* [Aim of the task]:
Every word of the data below has to be copied faithfully.
[Input material Boundary: Start]
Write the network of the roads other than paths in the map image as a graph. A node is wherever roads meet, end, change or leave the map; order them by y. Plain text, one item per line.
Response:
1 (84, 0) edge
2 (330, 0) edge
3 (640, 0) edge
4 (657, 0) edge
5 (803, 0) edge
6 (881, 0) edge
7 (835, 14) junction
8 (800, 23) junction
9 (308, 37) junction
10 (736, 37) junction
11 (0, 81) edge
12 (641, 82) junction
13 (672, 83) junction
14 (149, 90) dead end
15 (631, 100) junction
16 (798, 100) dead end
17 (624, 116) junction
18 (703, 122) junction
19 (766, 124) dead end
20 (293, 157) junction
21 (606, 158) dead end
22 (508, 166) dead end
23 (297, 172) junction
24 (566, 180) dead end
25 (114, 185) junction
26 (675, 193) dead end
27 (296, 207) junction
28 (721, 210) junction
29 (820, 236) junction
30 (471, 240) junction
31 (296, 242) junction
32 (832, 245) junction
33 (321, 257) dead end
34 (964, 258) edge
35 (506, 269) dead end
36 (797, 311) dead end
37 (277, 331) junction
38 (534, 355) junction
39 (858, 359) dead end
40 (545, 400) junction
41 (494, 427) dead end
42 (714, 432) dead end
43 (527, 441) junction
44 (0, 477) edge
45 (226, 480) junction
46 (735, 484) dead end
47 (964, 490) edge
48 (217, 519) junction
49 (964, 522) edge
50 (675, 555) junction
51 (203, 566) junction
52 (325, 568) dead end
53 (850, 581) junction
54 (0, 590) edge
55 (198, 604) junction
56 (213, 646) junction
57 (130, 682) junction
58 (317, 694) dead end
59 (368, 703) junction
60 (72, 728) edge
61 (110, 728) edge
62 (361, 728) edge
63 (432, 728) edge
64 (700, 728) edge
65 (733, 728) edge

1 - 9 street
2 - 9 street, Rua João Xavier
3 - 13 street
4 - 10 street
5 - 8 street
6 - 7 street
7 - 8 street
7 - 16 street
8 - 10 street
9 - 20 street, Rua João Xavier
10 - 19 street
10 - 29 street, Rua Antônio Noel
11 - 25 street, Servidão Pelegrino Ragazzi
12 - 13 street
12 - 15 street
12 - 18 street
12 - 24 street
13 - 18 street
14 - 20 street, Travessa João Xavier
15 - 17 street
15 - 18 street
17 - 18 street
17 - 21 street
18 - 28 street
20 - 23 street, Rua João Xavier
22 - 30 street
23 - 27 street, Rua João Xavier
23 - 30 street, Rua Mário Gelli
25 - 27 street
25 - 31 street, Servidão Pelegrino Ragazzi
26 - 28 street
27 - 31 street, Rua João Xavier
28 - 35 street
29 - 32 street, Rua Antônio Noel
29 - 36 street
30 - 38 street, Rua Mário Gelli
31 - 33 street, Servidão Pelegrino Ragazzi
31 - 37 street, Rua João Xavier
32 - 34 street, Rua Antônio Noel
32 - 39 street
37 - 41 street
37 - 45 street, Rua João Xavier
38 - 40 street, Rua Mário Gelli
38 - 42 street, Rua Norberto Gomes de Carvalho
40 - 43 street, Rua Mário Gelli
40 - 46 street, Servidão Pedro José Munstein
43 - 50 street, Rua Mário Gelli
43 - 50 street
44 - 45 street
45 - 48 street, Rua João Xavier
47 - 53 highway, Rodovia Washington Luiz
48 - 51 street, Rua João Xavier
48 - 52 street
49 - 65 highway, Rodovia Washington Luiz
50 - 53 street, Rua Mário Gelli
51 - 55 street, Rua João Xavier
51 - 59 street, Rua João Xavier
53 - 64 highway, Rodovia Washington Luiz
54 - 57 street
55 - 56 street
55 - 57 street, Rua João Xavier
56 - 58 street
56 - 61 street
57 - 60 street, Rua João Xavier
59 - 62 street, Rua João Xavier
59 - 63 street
[Input material Boundary: End]
* [Result of the exercise]:
Write the network of the roads other than paths in the map image as a graph. A node is wherever roads meet, end, change or leave the map; order them by y. Plain text, one item per line.
Response:
1 (84, 0) edge
2 (330, 0) edge
3 (640, 0) edge
4 (657, 0) edge
5 (803, 0) edge
6 (881, 0) edge
7 (835, 14) junction
8 (800, 23) junction
9 (308, 37) junction
10 (736, 37) junction
11 (0, 81) edge
12 (641, 82) junction
13 (672, 83) junction
14 (149, 90) dead end
15 (631, 100) junction
16 (798, 100) dead end
17 (624, 116) junction
18 (703, 122) junction
19 (766, 124) dead end
20 (293, 157) junction
21 (606, 158) dead end
22 (508, 166) dead end
23 (297, 172) junction
24 (566, 180) dead end
25 (114, 185) junction
26 (675, 193) dead end
27 (296, 207) junction
28 (721, 210) junction
29 (820, 236) junction
30 (471, 240) junction
31 (296, 242) junction
32 (832, 245) junction
33 (321, 257) dead end
34 (964, 258) edge
35 (506, 269) dead end
36 (797, 311) dead end
37 (277, 331) junction
38 (534, 355) junction
39 (858, 359) dead end
40 (545, 400) junction
41 (494, 427) dead end
42 (714, 432) dead end
43 (527, 441) junction
44 (0, 477) edge
45 (226, 480) junction
46 (735, 484) dead end
47 (964, 490) edge
48 (217, 519) junction
49 (964, 522) edge
50 (675, 555) junction
51 (203, 566) junction
52 (325, 568) dead end
53 (850, 581) junction
54 (0, 590) edge
55 (198, 604) junction
56 (213, 646) junction
57 (130, 682) junction
58 (317, 694) dead end
59 (368, 703) junction
60 (72, 728) edge
61 (110, 728) edge
62 (361, 728) edge
63 (432, 728) edge
64 (700, 728) edge
65 (733, 728) edge

1 - 9 street
2 - 9 street, Rua João Xavier
3 - 13 street
4 - 10 street
5 - 8 street
6 - 7 street
7 - 8 street
7 - 16 street
8 - 10 street
9 - 20 street, Rua João Xavier
10 - 19 street
10 - 29 street, Rua Antônio Noel
11 - 25 street, Servidão Pelegrino Ragazzi
12 - 13 street
12 - 15 street
12 - 18 street
12 - 24 street
13 - 18 street
14 - 20 street, Travessa João Xavier
15 - 17 street
15 - 18 street
17 - 18 street
17 - 21 street
18 - 28 street
20 - 23 street, Rua João Xavier
22 - 30 street
23 - 27 street, Rua João Xavier
23 - 30 street, Rua Mário Gelli
25 - 27 street
25 - 31 street, Servidão Pelegrino Ragazzi
26 - 28 street
27 - 31 street, Rua João Xavier
28 - 35 street
29 - 32 street, Rua Antônio Noel
29 - 36 street
30 - 38 street, Rua Mário Gelli
31 - 33 street, Servidão Pelegrino Ragazzi
31 - 37 street, Rua João Xavier
32 - 34 street, Rua Antônio Noel
32 - 39 street
37 - 41 street
37 - 45 street, Rua João Xavier
38 - 40 street, Rua Mário Gelli
38 - 42 street, Rua Norberto Gomes de Carvalho
40 - 43 street, Rua Mário Gelli
40 - 46 street, Servidão Pedro José Munstein
43 - 50 street, Rua Mário Gelli
43 - 50 street
44 - 45 street
45 - 48 street, Rua João Xavier
47 - 53 highway, Rodovia Washington Luiz
48 - 51 street, Rua João Xavier
48 - 52 street
49 - 65 highway, Rodovia Washington Luiz
50 - 53 street, Rua Mário Gelli
51 - 55 street, Rua João Xavier
51 - 59 street, Rua João Xavier
53 - 64 highway, Rodovia Washington Luiz
54 - 57 street
55 - 56 street
55 - 57 street, Rua João Xavier
56 - 58 street
56 - 61 street
57 - 60 street, Rua João Xavier
59 - 62 street, Rua João Xavier
59 - 63 street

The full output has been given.